Song choices courtesy of: Emmy the Great, Five for Fighting and John Williams
Part of the whole reason I embarked on a brand new format was to avoid the relentless Brexit onslaught that was bound to come as part and parcel of the news all throughout the month of June. I was sick of the endless self-serving politicking and not much has changed even though the vote’s over. But obviously I have to take a moment or two to record what’s occurred as it’s a momentous and terrifying point in our collective history. Perhaps the most sickening thing of all is the amount of screen time that ‘braying donkey’ Nigel Farage has been granted.
I didn’t want any of this. I didn’t want us to pull away from the least bad of the few options open to us. I didn’t want people to make snap judgements based on inflaming arguments with little to no basis in fact (the infamous £350 million claim is spurious to say the least and has obviously already been retracted once interested parties got their way). I didn’t especially want Cameron to resign, he’s a far better alternative to Prime Minister Boris (an eventually I want to happen about as much as President Trump – seriously, how possible would it be to go and live on the moon).
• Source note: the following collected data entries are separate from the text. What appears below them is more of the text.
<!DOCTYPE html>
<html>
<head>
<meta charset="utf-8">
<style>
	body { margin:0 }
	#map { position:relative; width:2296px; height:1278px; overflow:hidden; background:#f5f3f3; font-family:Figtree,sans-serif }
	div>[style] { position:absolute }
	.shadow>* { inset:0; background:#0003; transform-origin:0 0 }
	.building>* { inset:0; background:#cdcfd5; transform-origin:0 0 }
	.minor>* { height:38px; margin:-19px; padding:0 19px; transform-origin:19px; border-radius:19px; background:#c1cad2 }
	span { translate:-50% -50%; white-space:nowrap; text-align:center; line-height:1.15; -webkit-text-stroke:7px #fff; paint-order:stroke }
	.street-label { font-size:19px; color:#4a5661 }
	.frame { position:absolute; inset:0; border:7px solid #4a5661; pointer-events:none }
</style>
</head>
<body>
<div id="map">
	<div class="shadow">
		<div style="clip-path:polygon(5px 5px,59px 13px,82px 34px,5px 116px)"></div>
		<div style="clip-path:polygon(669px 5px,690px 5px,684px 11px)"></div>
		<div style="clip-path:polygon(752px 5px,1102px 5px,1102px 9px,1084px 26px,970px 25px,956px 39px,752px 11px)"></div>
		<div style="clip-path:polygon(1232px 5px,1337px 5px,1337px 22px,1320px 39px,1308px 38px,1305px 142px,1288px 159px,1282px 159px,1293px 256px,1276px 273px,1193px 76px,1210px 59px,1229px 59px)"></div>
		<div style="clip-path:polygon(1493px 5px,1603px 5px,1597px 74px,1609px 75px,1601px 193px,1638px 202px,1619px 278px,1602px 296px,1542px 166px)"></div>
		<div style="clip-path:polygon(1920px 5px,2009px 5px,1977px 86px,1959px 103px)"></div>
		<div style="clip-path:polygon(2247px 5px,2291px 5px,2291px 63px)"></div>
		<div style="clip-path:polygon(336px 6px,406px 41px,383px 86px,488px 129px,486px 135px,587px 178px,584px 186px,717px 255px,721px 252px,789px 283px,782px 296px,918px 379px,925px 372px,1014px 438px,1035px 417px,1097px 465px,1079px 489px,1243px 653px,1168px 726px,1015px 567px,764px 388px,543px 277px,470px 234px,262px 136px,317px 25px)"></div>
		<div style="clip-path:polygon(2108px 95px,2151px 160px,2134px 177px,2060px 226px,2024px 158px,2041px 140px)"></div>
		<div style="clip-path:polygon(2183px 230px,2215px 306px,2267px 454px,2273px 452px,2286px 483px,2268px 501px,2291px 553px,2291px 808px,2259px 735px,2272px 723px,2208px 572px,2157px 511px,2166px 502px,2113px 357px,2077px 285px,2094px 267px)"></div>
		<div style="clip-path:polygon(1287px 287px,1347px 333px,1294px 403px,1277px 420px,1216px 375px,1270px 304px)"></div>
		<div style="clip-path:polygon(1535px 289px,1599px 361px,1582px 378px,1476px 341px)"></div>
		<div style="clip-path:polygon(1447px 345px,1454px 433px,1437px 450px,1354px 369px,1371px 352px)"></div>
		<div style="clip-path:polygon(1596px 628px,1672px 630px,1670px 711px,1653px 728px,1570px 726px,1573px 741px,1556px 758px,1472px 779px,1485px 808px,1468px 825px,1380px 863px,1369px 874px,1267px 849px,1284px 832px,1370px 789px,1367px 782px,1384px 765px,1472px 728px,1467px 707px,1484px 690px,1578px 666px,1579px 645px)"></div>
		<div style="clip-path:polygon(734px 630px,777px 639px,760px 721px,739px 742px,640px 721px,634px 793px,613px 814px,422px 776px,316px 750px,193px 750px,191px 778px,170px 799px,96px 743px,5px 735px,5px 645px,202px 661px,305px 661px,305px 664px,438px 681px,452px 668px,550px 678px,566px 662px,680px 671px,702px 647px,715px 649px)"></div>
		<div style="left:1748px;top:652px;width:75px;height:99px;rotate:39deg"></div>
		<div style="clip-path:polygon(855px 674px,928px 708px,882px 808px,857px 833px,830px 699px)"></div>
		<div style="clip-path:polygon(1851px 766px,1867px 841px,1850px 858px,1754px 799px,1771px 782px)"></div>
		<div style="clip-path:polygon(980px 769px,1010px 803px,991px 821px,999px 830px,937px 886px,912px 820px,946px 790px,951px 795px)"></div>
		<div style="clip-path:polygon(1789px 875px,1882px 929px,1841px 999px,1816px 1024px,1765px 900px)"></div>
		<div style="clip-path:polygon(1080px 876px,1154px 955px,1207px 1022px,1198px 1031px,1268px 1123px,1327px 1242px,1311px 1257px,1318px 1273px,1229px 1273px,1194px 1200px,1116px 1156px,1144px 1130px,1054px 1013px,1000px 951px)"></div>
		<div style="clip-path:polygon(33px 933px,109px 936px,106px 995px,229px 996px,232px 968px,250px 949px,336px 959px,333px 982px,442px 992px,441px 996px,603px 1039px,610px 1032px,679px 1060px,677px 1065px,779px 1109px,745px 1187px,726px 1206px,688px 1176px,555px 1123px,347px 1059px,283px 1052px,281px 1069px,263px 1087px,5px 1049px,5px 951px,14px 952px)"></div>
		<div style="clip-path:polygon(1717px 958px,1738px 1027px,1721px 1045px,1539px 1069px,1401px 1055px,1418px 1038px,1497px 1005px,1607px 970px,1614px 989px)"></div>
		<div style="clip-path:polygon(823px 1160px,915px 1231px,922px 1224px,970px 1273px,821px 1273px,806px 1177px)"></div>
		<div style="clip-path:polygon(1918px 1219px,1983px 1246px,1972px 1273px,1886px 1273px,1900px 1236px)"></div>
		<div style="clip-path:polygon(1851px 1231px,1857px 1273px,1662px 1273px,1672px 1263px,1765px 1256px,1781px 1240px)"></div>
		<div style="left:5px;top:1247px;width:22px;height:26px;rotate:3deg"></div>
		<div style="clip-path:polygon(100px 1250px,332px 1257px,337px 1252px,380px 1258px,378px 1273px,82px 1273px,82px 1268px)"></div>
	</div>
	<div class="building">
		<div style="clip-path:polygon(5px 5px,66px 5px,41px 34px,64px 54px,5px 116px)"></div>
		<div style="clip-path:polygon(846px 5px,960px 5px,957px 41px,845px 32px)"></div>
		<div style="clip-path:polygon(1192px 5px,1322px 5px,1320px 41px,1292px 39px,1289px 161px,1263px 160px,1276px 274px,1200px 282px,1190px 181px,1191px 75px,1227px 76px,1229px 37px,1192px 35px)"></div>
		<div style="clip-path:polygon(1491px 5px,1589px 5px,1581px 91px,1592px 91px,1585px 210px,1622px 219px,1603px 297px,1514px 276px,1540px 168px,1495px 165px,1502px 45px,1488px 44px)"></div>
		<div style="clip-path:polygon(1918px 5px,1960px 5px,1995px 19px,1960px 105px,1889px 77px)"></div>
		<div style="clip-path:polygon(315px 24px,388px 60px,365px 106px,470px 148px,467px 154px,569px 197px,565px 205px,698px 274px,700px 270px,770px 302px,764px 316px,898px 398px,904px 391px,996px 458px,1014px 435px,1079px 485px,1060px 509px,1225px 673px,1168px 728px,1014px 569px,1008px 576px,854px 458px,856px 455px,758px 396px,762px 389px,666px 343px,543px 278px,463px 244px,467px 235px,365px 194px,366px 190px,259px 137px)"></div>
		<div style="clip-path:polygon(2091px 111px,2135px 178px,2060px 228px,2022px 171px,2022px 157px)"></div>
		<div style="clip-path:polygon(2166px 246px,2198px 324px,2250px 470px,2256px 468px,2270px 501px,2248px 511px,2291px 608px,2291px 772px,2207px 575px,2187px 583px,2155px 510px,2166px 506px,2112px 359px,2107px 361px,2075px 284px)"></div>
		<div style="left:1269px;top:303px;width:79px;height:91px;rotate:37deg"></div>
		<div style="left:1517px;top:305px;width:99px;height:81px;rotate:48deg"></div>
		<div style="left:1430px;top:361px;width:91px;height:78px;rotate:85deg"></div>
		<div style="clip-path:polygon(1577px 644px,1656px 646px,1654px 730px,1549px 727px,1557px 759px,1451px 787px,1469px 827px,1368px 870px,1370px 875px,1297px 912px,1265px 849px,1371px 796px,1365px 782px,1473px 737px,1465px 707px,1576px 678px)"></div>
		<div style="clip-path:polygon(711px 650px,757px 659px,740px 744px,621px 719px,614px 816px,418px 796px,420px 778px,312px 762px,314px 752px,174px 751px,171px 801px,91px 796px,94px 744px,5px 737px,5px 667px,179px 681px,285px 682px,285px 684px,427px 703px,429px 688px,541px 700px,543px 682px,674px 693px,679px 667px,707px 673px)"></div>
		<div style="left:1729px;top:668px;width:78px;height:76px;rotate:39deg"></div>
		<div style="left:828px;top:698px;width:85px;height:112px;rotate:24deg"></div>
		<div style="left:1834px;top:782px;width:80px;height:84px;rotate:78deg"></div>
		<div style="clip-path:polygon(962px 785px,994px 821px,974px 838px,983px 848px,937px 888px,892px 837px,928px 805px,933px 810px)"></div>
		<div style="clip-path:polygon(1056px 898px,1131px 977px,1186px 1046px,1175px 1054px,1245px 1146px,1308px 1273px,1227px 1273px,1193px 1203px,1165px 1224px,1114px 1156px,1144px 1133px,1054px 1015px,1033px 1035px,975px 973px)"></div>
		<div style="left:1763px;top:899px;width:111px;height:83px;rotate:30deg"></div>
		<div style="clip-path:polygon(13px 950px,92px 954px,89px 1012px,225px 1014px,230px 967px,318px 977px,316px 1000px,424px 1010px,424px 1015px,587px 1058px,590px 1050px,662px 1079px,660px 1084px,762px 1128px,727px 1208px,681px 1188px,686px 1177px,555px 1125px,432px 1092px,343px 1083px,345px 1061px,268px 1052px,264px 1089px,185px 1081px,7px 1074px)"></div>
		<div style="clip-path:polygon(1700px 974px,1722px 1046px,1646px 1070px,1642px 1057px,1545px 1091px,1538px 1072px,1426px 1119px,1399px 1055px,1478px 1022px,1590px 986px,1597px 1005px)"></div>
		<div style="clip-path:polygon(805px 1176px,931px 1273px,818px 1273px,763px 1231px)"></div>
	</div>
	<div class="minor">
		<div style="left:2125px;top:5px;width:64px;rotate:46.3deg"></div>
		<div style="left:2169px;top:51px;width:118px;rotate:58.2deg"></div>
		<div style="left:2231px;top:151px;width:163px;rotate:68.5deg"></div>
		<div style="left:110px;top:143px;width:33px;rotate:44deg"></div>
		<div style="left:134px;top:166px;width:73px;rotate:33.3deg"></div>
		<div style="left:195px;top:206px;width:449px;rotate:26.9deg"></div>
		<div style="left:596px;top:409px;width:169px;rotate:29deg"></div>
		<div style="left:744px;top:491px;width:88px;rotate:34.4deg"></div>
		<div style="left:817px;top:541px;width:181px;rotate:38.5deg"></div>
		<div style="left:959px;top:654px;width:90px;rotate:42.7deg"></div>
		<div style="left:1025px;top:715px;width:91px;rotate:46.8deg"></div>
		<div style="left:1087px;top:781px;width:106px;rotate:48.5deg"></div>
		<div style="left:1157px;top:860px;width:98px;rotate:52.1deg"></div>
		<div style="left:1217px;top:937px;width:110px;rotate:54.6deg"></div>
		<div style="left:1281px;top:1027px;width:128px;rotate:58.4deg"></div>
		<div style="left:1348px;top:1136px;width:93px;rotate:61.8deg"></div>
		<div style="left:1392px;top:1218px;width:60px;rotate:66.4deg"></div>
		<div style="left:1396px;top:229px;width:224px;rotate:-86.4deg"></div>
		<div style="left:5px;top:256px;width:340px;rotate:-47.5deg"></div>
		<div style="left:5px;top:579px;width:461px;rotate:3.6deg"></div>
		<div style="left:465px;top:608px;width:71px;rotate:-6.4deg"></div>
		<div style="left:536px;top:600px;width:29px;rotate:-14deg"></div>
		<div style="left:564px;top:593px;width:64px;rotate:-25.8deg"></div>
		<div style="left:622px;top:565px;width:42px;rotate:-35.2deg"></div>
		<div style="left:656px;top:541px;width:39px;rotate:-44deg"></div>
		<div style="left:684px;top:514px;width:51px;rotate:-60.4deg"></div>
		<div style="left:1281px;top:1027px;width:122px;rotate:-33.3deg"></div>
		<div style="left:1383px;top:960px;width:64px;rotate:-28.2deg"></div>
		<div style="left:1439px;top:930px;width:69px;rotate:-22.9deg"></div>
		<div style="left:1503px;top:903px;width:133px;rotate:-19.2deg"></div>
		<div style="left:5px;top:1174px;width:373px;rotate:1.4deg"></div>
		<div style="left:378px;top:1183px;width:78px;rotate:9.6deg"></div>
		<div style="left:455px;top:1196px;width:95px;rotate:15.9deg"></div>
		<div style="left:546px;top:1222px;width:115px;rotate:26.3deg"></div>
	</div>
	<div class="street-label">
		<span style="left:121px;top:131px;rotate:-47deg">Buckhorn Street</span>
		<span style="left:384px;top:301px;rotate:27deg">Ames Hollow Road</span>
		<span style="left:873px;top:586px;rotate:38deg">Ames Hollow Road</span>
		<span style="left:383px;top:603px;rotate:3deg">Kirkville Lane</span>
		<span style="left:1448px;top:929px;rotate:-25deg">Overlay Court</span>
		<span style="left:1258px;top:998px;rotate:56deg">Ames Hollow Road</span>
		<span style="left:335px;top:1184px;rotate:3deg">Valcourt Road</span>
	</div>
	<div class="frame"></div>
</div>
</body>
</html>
So, heart sore and weary as I am, what do I do with the proof that the British public seriously cannot be trusted with democracy anymore? After the last General Election I learned to live with a decision that was so counter to my own opinions. But this is so different, so unfortunately irreversible. I could try to suck it up and move on. I could contemplate going to live in Scotland. There’s another option of course, I could go to the British public with my very well thought out solution that will no doubt satisfy absolutely everyone. How about best of three?